I spent most of the past week in Parliament - the British one.

It so happened that before I ever entered the Maltese Parliament, I attended a sitting in the House of Commons, when John Major was prime minister.

This week, as I watched the long and historic debate on Brexit in the House, I could note the differences between the Mother of Parliaments and our own.

Member after member stood up to say his or her piece. There were no interruptions, nor the 'Point of Order, Mr Speaker' which our debates seem to relish. Instead there was a custom I had never heard of: this was whenever a member interrupted a speech by asking the speaker to 'Give way' and invariably the speaker stopped and gave way to this member to have his say.

It was all done very courteously and with style. Members called each other not by name but by the name of the constituency as the Right Honourable Member for .....

And the Speaker sat throughout it all - he did not take breaks, nor was he substituted by someone else.

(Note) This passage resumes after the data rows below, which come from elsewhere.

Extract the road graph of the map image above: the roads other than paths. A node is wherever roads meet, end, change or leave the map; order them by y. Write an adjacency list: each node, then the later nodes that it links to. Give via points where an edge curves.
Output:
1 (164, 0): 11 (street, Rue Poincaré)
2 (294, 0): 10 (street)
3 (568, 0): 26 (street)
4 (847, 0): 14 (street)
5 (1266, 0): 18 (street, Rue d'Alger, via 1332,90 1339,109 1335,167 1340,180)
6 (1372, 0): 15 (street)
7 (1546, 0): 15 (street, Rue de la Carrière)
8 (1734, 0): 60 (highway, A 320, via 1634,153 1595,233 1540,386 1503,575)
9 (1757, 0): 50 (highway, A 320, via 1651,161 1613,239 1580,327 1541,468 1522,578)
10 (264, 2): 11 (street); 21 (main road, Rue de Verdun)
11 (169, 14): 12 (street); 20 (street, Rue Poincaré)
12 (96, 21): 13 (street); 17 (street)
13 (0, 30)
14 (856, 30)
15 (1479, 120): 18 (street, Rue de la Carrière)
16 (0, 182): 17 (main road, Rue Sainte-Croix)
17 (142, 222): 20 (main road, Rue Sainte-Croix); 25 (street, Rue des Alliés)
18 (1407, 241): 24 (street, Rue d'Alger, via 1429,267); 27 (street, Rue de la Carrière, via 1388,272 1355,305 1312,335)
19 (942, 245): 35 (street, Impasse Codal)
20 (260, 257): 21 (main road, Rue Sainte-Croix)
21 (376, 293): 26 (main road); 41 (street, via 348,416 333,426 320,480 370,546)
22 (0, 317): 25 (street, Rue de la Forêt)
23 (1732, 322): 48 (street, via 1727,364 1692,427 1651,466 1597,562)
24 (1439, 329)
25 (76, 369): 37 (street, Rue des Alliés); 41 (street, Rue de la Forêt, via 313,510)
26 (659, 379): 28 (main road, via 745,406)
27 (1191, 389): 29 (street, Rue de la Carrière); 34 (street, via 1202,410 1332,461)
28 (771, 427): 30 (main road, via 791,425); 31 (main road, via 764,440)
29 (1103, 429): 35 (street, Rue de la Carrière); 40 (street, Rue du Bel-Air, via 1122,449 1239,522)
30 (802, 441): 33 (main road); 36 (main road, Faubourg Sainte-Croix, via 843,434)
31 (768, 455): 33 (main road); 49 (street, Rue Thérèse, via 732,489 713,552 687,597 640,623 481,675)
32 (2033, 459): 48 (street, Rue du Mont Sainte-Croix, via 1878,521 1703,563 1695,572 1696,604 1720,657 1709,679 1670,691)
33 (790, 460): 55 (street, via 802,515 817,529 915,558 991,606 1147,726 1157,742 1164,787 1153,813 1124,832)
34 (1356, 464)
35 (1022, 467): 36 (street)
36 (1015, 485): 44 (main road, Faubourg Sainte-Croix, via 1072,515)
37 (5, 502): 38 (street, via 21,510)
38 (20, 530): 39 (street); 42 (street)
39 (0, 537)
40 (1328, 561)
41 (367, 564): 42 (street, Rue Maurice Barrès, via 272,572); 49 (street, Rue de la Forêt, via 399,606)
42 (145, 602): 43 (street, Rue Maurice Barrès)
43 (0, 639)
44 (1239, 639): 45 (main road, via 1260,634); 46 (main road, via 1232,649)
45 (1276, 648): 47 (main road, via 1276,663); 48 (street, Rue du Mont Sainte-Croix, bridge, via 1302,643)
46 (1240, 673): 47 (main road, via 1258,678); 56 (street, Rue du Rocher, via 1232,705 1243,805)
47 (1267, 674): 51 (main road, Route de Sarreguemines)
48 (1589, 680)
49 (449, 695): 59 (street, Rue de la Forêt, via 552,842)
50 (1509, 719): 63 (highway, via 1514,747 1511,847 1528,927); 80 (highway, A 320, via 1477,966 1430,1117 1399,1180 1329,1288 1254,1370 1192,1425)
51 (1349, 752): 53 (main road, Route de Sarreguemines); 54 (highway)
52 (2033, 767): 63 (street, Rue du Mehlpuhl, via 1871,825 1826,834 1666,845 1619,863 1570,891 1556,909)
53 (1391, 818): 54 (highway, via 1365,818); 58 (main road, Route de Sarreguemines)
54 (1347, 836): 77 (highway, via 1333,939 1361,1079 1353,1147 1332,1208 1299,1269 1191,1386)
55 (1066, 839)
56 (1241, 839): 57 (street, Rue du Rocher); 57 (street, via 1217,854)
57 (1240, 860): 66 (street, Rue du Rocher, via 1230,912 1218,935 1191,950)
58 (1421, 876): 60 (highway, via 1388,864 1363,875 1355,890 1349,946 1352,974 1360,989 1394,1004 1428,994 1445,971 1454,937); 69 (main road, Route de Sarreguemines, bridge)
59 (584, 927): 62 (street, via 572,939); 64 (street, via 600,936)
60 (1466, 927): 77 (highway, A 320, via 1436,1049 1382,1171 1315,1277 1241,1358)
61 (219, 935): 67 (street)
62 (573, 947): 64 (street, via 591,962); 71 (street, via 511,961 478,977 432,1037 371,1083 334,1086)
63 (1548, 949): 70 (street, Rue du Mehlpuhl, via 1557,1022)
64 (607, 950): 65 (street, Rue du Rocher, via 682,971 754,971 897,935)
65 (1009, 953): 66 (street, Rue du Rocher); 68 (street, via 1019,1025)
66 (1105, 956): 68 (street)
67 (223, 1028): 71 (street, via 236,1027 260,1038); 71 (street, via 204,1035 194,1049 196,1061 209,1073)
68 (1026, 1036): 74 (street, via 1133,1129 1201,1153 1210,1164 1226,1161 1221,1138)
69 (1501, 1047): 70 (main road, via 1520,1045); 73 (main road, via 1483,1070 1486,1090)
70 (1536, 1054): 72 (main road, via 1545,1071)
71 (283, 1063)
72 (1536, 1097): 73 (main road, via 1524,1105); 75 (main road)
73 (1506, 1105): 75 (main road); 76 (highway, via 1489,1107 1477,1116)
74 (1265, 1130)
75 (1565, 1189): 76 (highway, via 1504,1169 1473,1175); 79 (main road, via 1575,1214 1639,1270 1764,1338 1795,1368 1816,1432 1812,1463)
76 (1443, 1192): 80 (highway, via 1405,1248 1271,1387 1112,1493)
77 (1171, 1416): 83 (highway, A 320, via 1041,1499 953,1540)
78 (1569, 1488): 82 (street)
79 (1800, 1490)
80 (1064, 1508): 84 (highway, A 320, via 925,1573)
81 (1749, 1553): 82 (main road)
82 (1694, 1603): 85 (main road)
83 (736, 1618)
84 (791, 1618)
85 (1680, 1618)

As one member told him, he must have a bladder made of steel.

Now as to the substance of the debate. It seems very clear that Theresa May's deal with the Commission will be thrown out on Tuesday. May's government seems resigned to this, despite sending all ministers all over Britain at the weekend to explain the deal. It even tried to introduce amendments to the Deal but the House was not taking it.

The Deal pleases no one, not the Remainers for that is not what they wanted, nor the Brexiteers for they say it is a capitulation to the EU.

Member after member rose and said "I did not get into politics to see my constituents getting poorer".

A particular stumbling block regarded the border between Northern Ireland and Ireland (Eire) and the possibility of a backstop being invoked which would see Northern Ireland come under the legislative power of the EU and the ECJ. Ideas such as establishing the frontier in mid-sea were discarded out o hand,

May has built her appeal on the premise that the Deal is better than no deal and that if the Deal is thrown out, chaos will ensue - trucks will collect at Dover and people will face long queues at airports. People are stockpiling as if a war is coming. I know people who are coming back to Malta to be out of the way (and equally others who are going back to the UK for exactly the same reason).

But many members who spoke in the debate speculated on what can happen on Tuesday when the Deal is thrown out. Will May resign, thus throwing the country into more confusion? Or will there be a general election? Will Britain ask the EU for an extension, until it sorts itself out, and will the EU be ready to grant this?

Others argued for different routes - some said Britain will survive on WTO rules but then many admitted this will be very hard on the British especially the poor. Others argued for what they called a Norway plus relationship with the EU, that is an Efta relationship but then the Norwegian government said it did not like the UK in that situation.

In short, the situation just around 100 days before 29 March is that most probably the Deal will not be approved but no one has any idea what will happen next.

Maybe some here might think Britain can go back to being an EU member, but this is not possible. First of all, the majority of British voted to leave and democracy means respecting the votes of the majority. And Britain itself has triggered the Leave mechanism.

In short, Britain has found out the EU is stronger, more inter-related than many people thought when they voted. To leave the EU is not like leaving a bus, just as joining the EU is not like getting on a bus.

The 27 member states have proved to be very united, even those states we think as Eurosceptic. At each turn in the negotiations Britain has had to retreat and withdraw until the Deal agreement was nothing more than a capitulation along the line.

They had said it at the time but maybe we did not think much of it. This Brexit debate has shown the EU is far stronger than many thought and Brexit has made it even stronger. Companies, especially in financial services have relocated to the Continent, but not many have taken the opposite route.

Britain is still a strong country and its people are very resourceful but in the short term they will suffer.